The Investec Cape Town Art Fair selects 10 talented artists to feature under the Tomorrows/Today section, one of whom is Spanish painter Gino Rubert, represented by LAB36 + Senda Gallery. Controlled by desire, and trembling with undertones of sex, intimacy, and modern love, Desire Shinings takes over through the lens of wit, imagination and irony.
From 17 – 19 February 2023, The Investec Cape Town Art Fair, a famous art centre in South Africa and one of the most important sites for contemporary art on the African continent, returns to its physical home at the CTICC — and with a bang…

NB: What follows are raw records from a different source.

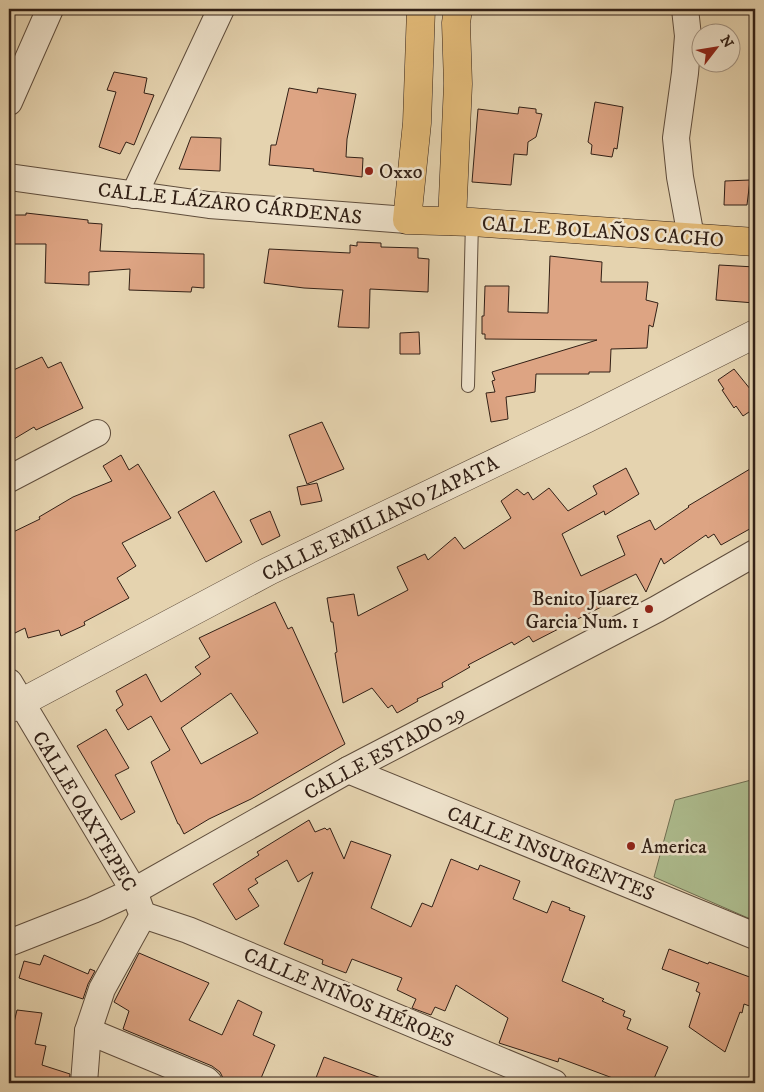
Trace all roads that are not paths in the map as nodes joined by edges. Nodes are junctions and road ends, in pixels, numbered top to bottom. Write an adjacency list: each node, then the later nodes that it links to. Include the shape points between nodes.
1 (50, 9): 6 (street)
2 (221, 9): 8 (street)
3 (685, 9): 11 (street, via 688,36 676,138)
4 (457, 16): 5 (main road); 10 (main road)
5 (421, 17): 9 (main road, via 417,123)
6 (9, 102)
7 (9, 177): 8 (street, CALLE LÁZARO CÁRDENAS)
8 (134, 195): 9 (street, CALLE LÁZARO CÁRDENAS, via 209,205)
9 (408, 220): 10 (main road, CALLE LÁZARO CÁRDENAS)
10 (462, 222): 11 (main road, CALLE BOLAÑOS CACHO); 14 (lane)
11 (690, 237): 12 (main road, CALLE BOLAÑOS CACHO)
12 (755, 242)
13 (755, 334): 18 (street, CALLE EMILIANO ZAPATA, via 586,420)
14 (468, 386)
15 (97, 433): 16 (street)
16 (9, 479)
17 (755, 553): 19 (street, CALLE ESTADO 29, via 657,609)
18 (13, 698): 20 (street, CALLE OAXTEPEC, via 76,792)
19 (348, 770): 20 (street, CALLE ESTADO 29); 22 (street, CALLE INSURGENTES)
20 (134, 891): 21 (street, CALLE OAXTEPEC); 23 (street, CALLE ESTADO 29)
21 (143, 915): 24 (street, via 102,989); 27 (street, CALLE NIÑOS HÉROES, via 188,930)
22 (755, 936)
23 (9, 944)
24 (88, 1031): 25 (street); 26 (street)
25 (84, 1083)
26 (209, 1083)
27 (554, 1083)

This year marks the 10-year-anniversary edition of Cape Town’s most beloved art fair, where the notion of time will be explored. This theme is appropriately wide-ranging and encompasses ideas related to the past, present and future, including the ever-important concept of change that comes with the passing of time both for humans and the world around us. And this brings into question the Tomorrows/Today section, a focal component in the The Investec Cape Town Art Fair’s 4-day programme. Our 10and5 team took the opportunity to sit down for an interview with one of the 10 artists selected to exhibition in this section, and that is, Spanish painter Gino Rubert (Mexico, 1969), who is exhibiting his first solo presentation in Africa, titled Desire Shinings, and curated by Mariella Franzoni and Natasha Becker. Read interview below:
How does it feel to be a part of the Investec Cape Town Art Fair’s 10-year-anniversary edition?

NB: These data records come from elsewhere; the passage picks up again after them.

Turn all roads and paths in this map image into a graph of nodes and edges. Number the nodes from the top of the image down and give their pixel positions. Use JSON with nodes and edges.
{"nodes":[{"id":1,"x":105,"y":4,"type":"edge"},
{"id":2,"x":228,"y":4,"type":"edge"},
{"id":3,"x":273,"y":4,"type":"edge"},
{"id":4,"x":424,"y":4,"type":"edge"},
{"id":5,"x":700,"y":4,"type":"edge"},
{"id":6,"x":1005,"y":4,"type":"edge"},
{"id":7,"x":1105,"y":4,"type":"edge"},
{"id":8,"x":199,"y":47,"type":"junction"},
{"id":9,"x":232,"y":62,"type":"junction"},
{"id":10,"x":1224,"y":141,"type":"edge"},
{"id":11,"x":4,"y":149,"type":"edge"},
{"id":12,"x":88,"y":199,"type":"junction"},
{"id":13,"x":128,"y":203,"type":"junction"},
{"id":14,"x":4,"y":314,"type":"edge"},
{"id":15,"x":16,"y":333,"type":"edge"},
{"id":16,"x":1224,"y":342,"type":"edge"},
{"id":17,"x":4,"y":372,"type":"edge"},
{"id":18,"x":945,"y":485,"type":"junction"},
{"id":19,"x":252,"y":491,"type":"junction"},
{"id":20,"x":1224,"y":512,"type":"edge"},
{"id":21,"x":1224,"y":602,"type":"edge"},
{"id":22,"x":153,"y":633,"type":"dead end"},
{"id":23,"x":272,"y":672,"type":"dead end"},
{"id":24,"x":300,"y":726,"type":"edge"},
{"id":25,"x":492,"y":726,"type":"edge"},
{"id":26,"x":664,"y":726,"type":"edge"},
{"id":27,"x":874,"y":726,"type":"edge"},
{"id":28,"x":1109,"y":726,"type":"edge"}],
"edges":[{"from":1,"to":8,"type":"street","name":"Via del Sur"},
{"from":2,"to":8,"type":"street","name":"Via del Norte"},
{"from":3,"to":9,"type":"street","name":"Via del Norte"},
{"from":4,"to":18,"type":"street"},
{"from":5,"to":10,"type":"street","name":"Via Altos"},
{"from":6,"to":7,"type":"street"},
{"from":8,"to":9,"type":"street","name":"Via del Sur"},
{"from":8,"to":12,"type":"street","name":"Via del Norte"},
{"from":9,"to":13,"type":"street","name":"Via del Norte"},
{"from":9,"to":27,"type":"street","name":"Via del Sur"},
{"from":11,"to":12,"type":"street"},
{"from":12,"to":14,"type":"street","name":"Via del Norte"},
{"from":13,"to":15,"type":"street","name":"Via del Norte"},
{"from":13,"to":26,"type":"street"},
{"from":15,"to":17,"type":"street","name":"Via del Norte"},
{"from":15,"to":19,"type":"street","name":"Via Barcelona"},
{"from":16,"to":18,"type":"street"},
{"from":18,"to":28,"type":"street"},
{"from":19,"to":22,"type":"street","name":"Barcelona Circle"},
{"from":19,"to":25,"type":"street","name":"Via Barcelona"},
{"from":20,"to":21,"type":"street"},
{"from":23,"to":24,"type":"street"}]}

It is my first time in Cape Town. So, this is my first impression of the Investec Cape Town Art Fair, and unfortunately I have not seen its evolution. What I can say is that I am really excited to be here. I have already seen many fantastic works. You breathe a different thing completely compared to where I come from in Europe and the States, and you reach a totally different energy, with more colour. I love to experience such a unique community. It really feels fantastic. And because it is not only the racial differences that I have noticed, but also the culture, you know, of how people dress, etc. This is very attractive for me. You can see lots of different styles, a lot of patterns and colours.
For those who are not very familiar with your work, could you share with us what keeps you grounded in your making process?
How I start a painting has very much to do with forms, shapes, geometry, proportion, composition. So, that would be like the first thing I get into and from there I am also very much into photography. There is something very magical about photography and the portrait. This is something I have been very fascinated with for years. In most of my paintings I reference portrait photography that looks at you without expression. I see this stage as the expression you have to invent for yourself. For example, when you look at a baby, you always have to show expression. Because, a straight look into the eyes with no expression has something of a tunnel to death. It is like any answer can come through that. That is an element I very often use in my works. I really enjoy creating images that you will not very easily understand, from first glance, what you are seeing.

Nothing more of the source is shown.